2012/2/24 Nik Markovic <nmarkovi.nav...@gmail.com>:
> To add... I also tried nodatasum (only) and nodatacow otions. I found
> somewhere that nodatacow doesn't really mean tthat COW is disabled.
> Test data is still the same - CPU spikes and times are the same.
>
> On Fri, Feb 24, 2012 at 2:38 PM, Nik Markovic <nmarkovi.nav...@gmail.com> 
> wrote:
>> On Fri, Feb 24, 2012 at 12:38 AM, Duncan <1i5t5.dun...@cox.net> wrote:
>>> Nik Markovic posted on Thu, 23 Feb 2012 20:31:02 -0600 as excerpted:
>>>
>>>> I noticed a few errors in the script that I used. I corrected it and it
>>>> seems that degradation is occurring even at fully random writes:
>>>
>>> I don't have an ssd, but is it possible that you're simply seeing erase-
>>> block related degradation due to multi-write-block sized erase-blocks?
>>>
>>> It seems to me that when originally written to the btrfs-on-ssd, the file
>>> will likely be written block-sequentially enough that the file as a whole
>>> takes up relatively few erase-blocks.  As you COW-write individual
>>> blocks, they'll be written elsewhere, perhaps all the changed blocks to a
>>> new erase-block, perhaps each to a different erase block.
>>
>> This is a very interesting insight. I wasn't even aware of the
>> erase-block issue, so I did some reading up on it...
>>
>>>
>>> As you increase the successive COW generation count, the file's file-
>>> system/write blocks will be spread thru more and more erase-blocks,
>>> basically fragmentation but of the SSD-critical type, into more and more
>>> erase blocks, thus affecting modification and removal time but not read
>>> time.
>>
>> OK, so time to write would increase due to fragmentation and writing,
>> it now makes sense (though I don't see why small writes would affect
>> this, but my concerns are not writes anyway), but why would cp
>> --reflink time increase so much. Yes, new extents would be created,
>> but btrfs doesn't write into data blocks, does it? I figured its
>> metadata would be kept in one place. I figure the only thing BTRFS
>> would do on cp --reflink=always:
>> 1. Take a collection of extents owned by source.

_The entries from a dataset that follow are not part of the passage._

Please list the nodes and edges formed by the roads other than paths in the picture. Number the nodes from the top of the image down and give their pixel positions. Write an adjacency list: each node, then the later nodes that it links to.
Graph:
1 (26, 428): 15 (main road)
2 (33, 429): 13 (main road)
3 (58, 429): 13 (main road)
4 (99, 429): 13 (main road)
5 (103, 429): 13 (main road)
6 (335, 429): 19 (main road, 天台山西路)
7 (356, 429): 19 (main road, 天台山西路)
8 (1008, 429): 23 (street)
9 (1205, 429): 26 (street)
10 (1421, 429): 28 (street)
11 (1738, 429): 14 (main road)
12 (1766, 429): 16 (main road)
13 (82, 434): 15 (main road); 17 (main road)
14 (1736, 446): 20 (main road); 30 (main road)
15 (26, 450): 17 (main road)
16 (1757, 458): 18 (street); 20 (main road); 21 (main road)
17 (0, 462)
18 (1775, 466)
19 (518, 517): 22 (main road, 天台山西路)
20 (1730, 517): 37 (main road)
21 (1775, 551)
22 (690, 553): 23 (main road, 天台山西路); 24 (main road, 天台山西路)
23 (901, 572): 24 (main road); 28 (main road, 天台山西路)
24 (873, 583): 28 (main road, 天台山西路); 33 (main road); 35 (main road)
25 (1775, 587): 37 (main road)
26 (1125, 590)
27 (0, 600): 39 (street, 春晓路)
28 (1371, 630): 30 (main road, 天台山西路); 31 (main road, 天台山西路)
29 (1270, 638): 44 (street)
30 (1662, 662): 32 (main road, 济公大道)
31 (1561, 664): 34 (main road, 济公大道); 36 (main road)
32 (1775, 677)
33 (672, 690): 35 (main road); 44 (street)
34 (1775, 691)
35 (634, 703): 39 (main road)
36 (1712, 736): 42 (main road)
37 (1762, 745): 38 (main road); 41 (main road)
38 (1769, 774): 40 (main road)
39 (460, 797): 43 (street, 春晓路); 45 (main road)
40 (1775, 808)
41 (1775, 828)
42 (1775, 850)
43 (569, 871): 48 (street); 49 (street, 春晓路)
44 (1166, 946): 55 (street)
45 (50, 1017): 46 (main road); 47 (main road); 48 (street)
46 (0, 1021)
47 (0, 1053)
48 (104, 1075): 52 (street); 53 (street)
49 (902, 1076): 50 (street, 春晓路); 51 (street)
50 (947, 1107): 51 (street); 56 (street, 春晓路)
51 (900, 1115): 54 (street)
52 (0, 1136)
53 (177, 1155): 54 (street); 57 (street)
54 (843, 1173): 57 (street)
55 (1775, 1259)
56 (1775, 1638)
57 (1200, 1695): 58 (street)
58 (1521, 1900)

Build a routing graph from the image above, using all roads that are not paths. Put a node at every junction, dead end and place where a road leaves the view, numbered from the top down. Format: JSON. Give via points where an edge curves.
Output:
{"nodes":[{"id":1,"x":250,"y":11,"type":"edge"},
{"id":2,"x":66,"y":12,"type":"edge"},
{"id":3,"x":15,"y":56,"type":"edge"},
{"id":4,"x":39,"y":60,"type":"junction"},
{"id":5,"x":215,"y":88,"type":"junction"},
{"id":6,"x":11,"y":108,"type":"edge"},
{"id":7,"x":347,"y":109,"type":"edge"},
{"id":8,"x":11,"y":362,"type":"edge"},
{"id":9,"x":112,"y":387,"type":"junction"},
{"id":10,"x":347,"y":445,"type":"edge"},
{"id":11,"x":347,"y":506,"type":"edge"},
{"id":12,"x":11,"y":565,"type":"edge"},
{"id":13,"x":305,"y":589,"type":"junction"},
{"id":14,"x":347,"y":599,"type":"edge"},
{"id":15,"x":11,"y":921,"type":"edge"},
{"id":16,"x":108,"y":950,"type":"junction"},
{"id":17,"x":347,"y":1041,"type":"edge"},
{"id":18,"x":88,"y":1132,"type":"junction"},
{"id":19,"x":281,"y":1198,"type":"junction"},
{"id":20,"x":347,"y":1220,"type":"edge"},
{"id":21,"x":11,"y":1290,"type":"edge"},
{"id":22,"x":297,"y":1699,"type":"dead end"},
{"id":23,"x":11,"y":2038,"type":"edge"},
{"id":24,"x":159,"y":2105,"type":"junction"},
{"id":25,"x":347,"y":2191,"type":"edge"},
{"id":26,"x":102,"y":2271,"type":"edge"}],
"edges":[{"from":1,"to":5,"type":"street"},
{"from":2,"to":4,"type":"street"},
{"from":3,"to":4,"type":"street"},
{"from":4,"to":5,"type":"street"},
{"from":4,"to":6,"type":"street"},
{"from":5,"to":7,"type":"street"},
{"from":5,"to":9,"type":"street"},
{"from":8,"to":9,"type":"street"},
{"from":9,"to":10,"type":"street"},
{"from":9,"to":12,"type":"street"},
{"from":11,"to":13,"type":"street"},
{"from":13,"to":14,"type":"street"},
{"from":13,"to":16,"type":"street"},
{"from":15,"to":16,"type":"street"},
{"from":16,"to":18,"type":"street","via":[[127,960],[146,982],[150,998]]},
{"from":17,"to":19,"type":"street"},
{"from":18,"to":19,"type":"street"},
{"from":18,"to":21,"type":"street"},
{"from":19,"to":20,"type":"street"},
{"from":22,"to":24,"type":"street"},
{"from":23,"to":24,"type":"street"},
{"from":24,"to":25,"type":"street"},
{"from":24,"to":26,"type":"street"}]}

>> 2. Make the new copy use the same collection of extents.
>> 3. Write the collection of extents to the "directory".
>>
>> Now this process seems to be CPU intensive. When I remove or make a
>> reflink copy, one core pikes up to 100%, which tells me that there's a
>> performance issue there, not an ssd issue. Also, only one CPU thread
>> is being used for this. I figured that I can improve this by some
>> setting. Maybe thread_pool mount option? Are there any updates in
>> later kernels that I should possibly pick up?
>>
>> [...]
>>
>> Unless I am wrong, this would disable COW completely and reflink copy.
>> Reflinks are a crucial component and the sole
>> reason I picked BTRFS for the system that I am writing for my company.
>> The autodefrag option addresses multiple writes. Writing is not the
>> problem, but cp --reflink should be near-instant. That was the reason
>> we chose BTRFS over ZFS, which seemed to be the only feasible
>> alternative. ZFS snapshot complicate the design and deduplication copy
>> time is the same as (or not much better than) raw copy.
>>
>> [...]
>>
>> As I mentioned above, the COW is the crucial component of our system,
>> XFS won't do. Our system does not do random writes. In fact it is
>> mainly heavy on read operation. The system does occasional "rotation
>> of rust" on large files in a way that version control system would
>> (large files are modified and then used as a new baseline)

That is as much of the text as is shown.